LAUSR

A putative multicopper oxidase, encoded as CopA in the proteome of Acinetobacter baumannii 19606, and designated as AbMCO, was expressed heterologously in E. coli (pET-28a) and purified by Ni-NTA affinity chromatography. The purified AbMCO exhibited in vitro oxidase activities upon exogenous addition of ≥ 1 μM copper ions. Kinetic studies revealed its phenol oxidase activity as it could catalyze the oxidation of substrates viz. 2,2'-azino-bis(3-ethylbenzothiazoline-6-sulphonic acid) (ABTS), guaiacol, pyrogallol and catechol. Additionally, AbMCO displayed siderophore oxidase activity which depicted its role in metal homeostasis and protection from the toxic redox states of copper and iron.
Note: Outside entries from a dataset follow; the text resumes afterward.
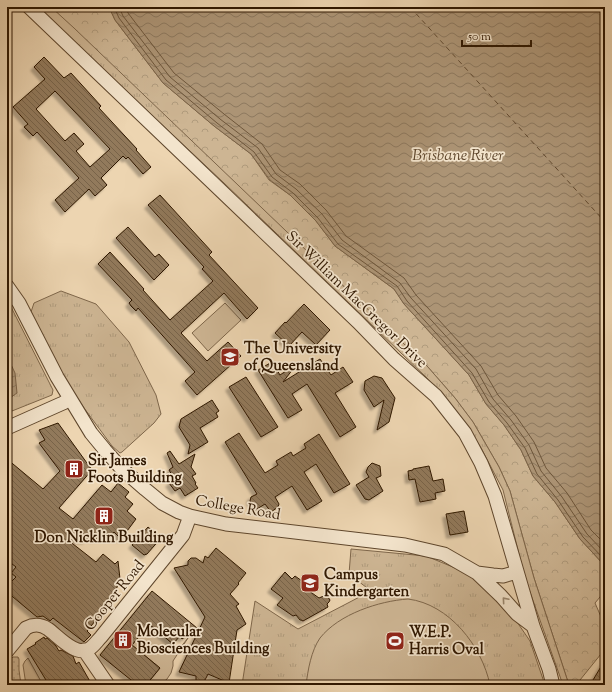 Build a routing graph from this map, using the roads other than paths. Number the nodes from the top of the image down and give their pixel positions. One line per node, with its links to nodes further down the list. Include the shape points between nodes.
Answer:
1 (29, 7): 6 (street, Sir William MacGregor Drive, via 394,359 436,396 465,433 481,463 495,496)
2 (7, 286): 3 (street, College Road, via 19,303)
3 (70, 399): 4 (street); 5 (street, College Road, via 91,433 121,468 162,503)
4 (7, 428)
5 (190, 516): 7 (street, College Road, via 239,526 405,545 444,554); 10 (street, Cooper Road, via 183,536 101,637 90,649)
6 (517, 572): 7 (street, College Road, via 503,576); 8 (street, Sir William MacGregor Drive)
7 (478, 573): 8 (street, College Road, one-way to 7, via 517,614)
8 (533, 626): 12 (street, Sir William MacGregor Drive)
9 (7, 650): 10 (street, Cooper Road, via 26,628 36,625 48,629 75,650)
10 (84, 650): 11 (street)
11 (108, 685)
12 (553, 685)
Importantly, expression of abMCO increased manifold upon challenge with high concentrations of copper sulphate (CuSO4, 1.5 mM) and sodium chloride (NaCl, 700 mM) which suggested its protective role in stress adaptation and management. Intra-macrophage assay of abMCO-expressing and abMCO-non expressing cells depicted no significant change in the survival rate of A. baumannii inside the macrophages. These findings indicate that A. baumannii encodes a multicopper oxidase, conferring copper tolerance and survival under stress conditions but had no role in virulence of this pathogen.